| ▲ | kqr 4 hours ago | |||||||
> With generated code you'll search for a long time The observability people will claim that if the dynamic runtime behaviour of your system makes it hard to find the source of a behaviour, your system must be made more transparent and observable. They would also claim this was always the case -- we should never have relied on people's mental models being amazing because people move around. (I don't know yet where I stand on this but I'm trying to learn more.) | ||||||||
| ▲ | nmehner 3 hours ago | parent | next [-] | |||||||
If it was only "my" system without any integrations, I might agree. But currently e.g. I am working on an MES/Scada layer that integrates data from a load of different machines in a factory. These machines are from China, Korea, Germany, Sweden ... Upwards there is an ERP integration (and some other systems). Sometimes machines are updated and suddenly behave differently. Giving error messages in Chinese. The ERP has the nasty behavior of returning error messages where it is not clear whether the actual processing actually happened or not. There are some heuristics on parsing the error messages, but these also change with new versions. Sometimes one machine overloads cloud infrastructure and completely unrelated functionality fails. Sometimes the on-premise network stops working for whatever reason and data is lost. Sometimes operators do not understand a perfectly valid error message like: "The batch you loaded into input position XY has expired on XZ and cannot be used for production": "But we have been told to use it..." So when you get called out at night, because the production line stopped and "MES is displaying an error message", it is mostly about finding out what integration failed and who else to wake up. Getting this right is very much appreciated by your colleagues. And this is where you need a mental model of how things are connected, what error message happens because of what external causes etc. Observability can only work perfectly for known problems. In a complex system for unexpected problem you can either provide too much data, so analyzing it and finding the relevant part becomes really hard, or too little data which makes finding the issue impossible.
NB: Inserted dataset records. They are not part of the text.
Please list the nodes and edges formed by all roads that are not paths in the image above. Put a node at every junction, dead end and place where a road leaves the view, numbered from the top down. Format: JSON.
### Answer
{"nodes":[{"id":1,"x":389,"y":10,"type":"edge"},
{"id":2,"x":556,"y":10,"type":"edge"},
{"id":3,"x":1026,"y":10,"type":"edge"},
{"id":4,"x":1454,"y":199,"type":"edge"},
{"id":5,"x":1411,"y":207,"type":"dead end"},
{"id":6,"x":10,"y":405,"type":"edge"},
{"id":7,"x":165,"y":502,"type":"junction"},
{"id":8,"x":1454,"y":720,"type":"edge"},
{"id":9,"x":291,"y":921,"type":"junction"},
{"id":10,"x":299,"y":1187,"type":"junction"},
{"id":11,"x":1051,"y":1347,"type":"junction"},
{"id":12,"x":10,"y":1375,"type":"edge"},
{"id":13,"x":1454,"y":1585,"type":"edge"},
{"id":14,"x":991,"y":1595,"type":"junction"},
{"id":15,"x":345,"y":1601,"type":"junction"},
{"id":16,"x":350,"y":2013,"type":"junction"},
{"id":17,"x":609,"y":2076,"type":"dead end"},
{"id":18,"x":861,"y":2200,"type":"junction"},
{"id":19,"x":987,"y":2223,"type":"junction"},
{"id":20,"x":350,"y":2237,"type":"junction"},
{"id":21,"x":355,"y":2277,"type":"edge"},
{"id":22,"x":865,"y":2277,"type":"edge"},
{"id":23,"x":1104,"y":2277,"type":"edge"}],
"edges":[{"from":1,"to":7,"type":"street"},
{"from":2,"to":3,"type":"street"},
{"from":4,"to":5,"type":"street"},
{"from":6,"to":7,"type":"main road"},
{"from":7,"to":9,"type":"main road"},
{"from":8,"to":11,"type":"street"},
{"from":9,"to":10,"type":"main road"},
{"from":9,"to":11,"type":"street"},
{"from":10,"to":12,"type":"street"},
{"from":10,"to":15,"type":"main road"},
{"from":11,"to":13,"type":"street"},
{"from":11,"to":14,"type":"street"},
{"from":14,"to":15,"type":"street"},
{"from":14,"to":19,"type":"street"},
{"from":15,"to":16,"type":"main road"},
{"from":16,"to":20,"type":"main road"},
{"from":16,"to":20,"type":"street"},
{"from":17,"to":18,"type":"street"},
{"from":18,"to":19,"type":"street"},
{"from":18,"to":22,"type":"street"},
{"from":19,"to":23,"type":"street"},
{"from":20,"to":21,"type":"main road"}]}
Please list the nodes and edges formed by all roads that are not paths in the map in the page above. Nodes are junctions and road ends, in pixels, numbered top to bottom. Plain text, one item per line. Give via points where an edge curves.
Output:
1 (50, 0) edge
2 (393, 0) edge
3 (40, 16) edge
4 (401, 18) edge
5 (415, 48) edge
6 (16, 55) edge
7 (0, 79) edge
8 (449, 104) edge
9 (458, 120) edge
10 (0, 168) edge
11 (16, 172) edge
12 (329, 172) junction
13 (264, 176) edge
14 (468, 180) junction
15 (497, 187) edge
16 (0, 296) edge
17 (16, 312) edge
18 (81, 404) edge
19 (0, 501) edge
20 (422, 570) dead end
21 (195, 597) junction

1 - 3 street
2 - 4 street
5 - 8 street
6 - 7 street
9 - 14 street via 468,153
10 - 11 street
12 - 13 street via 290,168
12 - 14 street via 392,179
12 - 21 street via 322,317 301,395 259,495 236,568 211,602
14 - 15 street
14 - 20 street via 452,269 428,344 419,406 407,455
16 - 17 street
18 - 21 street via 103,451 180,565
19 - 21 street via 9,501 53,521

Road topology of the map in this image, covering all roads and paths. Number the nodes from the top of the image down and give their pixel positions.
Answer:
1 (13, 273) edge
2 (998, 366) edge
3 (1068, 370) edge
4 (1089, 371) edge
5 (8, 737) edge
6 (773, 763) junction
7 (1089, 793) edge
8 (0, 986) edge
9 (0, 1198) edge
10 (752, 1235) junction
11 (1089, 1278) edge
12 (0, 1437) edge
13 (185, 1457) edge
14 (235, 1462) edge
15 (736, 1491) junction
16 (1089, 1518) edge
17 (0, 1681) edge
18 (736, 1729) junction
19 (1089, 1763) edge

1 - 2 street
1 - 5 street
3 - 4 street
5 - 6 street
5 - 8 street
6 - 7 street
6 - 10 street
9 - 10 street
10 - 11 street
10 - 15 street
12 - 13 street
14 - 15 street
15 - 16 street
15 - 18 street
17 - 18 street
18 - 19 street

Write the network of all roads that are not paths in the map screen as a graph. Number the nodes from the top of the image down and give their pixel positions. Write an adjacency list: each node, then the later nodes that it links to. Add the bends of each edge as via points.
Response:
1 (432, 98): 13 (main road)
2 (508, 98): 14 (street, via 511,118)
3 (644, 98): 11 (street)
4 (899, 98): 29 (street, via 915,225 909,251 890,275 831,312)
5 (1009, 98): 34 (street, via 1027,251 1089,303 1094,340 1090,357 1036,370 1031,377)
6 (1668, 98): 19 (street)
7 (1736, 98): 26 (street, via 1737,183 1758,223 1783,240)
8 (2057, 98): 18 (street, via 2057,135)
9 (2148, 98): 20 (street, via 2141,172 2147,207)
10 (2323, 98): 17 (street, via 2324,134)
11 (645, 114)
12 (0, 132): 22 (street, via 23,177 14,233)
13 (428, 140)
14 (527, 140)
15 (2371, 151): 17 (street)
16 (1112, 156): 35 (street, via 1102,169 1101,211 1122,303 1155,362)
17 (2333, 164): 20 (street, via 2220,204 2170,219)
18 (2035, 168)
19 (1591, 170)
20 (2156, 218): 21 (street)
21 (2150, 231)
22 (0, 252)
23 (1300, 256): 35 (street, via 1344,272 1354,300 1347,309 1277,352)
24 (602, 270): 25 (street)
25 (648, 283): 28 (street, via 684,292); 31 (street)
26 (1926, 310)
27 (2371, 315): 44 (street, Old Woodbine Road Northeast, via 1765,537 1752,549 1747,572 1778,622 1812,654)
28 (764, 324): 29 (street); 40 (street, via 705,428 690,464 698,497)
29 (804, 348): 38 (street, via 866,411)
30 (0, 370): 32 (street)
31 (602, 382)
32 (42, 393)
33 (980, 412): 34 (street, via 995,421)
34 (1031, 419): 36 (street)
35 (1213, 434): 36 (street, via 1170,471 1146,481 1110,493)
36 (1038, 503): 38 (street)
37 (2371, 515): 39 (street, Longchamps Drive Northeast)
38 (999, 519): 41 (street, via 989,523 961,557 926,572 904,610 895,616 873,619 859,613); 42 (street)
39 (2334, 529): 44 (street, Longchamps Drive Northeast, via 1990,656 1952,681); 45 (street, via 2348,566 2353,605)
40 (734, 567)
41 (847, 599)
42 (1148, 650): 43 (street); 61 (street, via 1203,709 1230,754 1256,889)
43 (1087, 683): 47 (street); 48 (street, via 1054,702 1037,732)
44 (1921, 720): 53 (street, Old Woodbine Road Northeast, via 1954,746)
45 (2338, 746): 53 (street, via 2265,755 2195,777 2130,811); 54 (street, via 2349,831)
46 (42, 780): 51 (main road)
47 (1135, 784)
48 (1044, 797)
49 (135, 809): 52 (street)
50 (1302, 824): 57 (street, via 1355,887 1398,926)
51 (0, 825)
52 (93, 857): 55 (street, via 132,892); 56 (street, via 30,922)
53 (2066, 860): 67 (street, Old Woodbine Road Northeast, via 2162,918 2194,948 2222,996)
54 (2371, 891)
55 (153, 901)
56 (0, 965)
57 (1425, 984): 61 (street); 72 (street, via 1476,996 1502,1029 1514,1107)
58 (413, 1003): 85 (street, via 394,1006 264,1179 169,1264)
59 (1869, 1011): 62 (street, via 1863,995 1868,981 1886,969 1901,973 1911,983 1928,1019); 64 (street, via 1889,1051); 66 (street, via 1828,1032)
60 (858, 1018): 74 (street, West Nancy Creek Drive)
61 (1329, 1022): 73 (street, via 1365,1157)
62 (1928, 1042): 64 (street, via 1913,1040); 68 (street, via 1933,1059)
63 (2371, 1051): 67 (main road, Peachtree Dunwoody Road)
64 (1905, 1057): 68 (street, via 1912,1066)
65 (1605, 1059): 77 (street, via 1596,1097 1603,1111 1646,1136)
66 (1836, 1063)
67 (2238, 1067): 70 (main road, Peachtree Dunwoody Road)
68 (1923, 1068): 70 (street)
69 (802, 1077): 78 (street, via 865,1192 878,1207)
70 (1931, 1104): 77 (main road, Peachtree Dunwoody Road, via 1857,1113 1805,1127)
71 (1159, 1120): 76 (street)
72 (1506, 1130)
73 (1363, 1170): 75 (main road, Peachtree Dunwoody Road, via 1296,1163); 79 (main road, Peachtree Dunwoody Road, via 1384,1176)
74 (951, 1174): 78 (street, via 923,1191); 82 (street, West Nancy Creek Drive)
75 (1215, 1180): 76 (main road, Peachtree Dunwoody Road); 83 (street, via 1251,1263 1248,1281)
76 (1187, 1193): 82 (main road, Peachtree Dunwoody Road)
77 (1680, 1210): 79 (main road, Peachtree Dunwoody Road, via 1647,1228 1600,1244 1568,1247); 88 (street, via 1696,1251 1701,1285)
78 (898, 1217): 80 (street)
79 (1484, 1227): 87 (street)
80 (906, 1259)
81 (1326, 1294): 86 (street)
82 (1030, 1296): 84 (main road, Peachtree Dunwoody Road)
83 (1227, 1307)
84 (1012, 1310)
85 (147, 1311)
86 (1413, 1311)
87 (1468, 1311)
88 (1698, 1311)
There are so many companies claiming to provide the perfect observability solution and there are certainly solutions that help. But it is all very far from perfect. Not relying on people is managers wet dream. And for a lot of people it might be true that they can be easily replaced. But for complex systems there are always some key people that you cannot replace without causing issues. | ||||||||
| ||||||||
| ▲ | hack1312 4 hours ago | parent | prev [-] | |||||||
The observability people are correct. It’s not either-or though. | ||||||||